»»
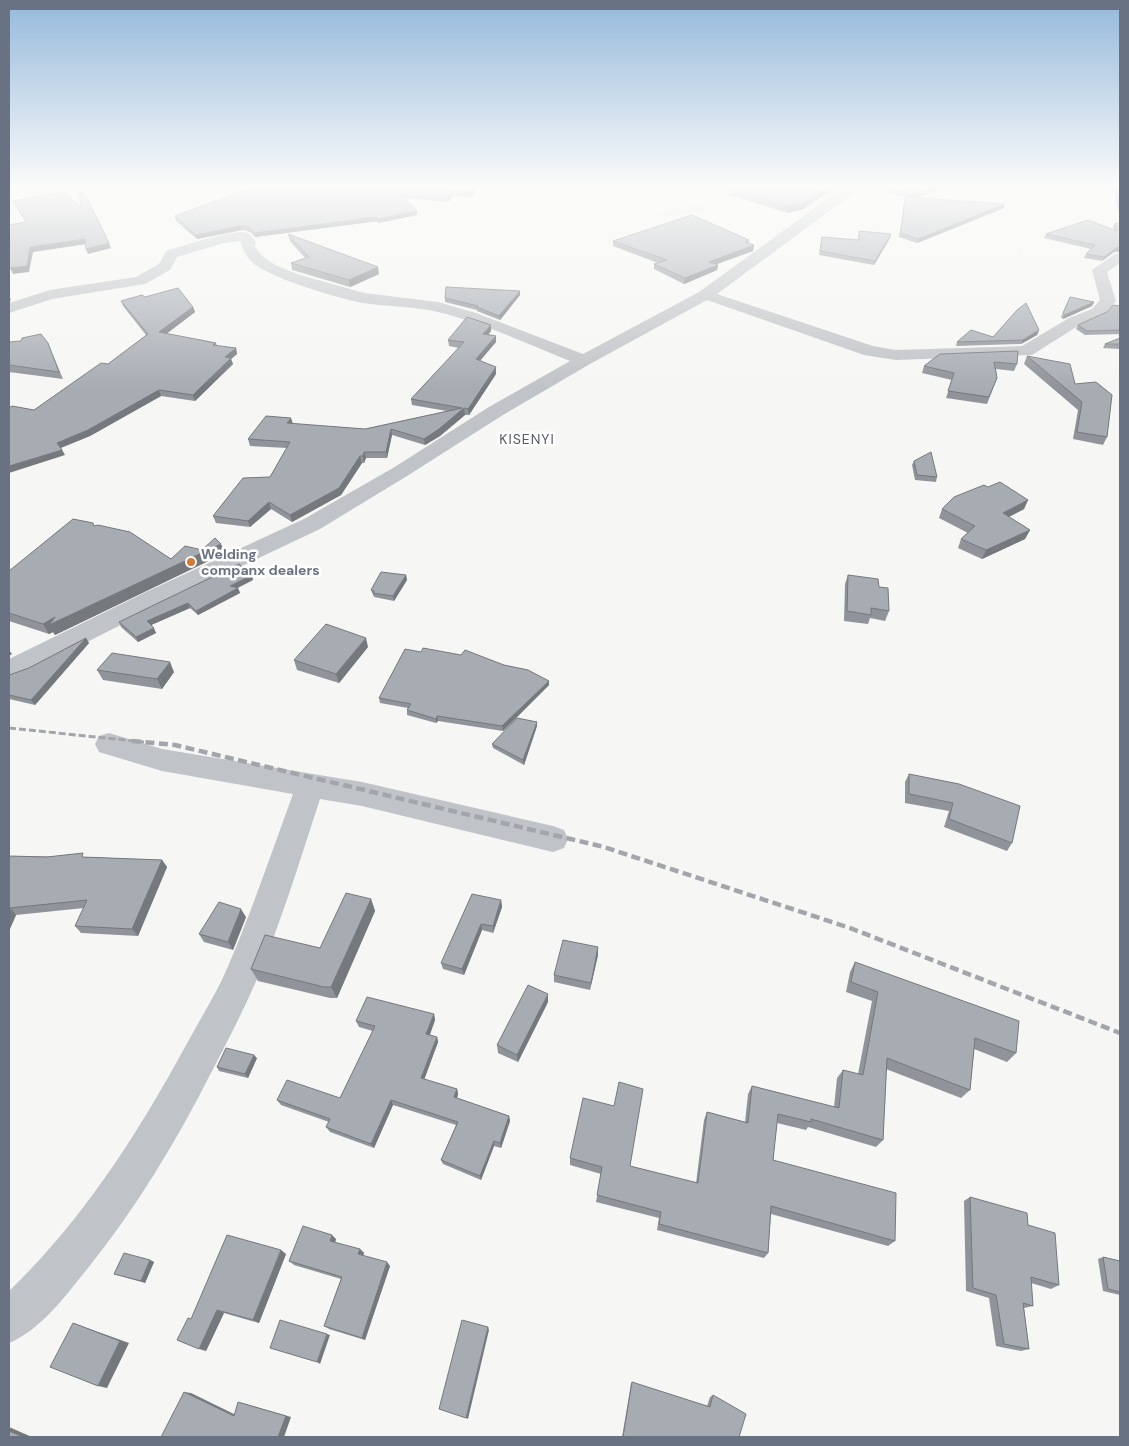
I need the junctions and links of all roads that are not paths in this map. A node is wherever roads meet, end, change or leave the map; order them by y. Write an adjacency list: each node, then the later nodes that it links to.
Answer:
1 (171, 254): 6 (street)
2 (254, 254): 7 (street)
3 (760, 254): 5 (street)
4 (1120, 257): 5 (street)
5 (705, 295): 7 (street)
6 (9, 308)
7 (584, 360): 8 (street)
8 (9, 670)
9 (109, 744): 10 (street)
10 (310, 786): 11 (street); 12 (street)
11 (552, 839)
12 (9, 1321)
««
## Your instructions
Return the records above exactly as written. Do not include their images.

## Response
I need the junctions and links of all roads that are not paths in this map. A node is wherever roads meet, end, change or leave the map; order them by y. Write an adjacency list: each node, then the later nodes that it links to.
Answer:
1 (171, 254): 6 (street)
2 (254, 254): 7 (street)
3 (760, 254): 5 (street)
4 (1120, 257): 5 (street)
5 (705, 295): 7 (street)
6 (9, 308)
7 (584, 360): 8 (street)
8 (9, 670)
9 (109, 744): 10 (street)
10 (310, 786): 11 (street); 12 (street)
11 (552, 839)
12 (9, 1321)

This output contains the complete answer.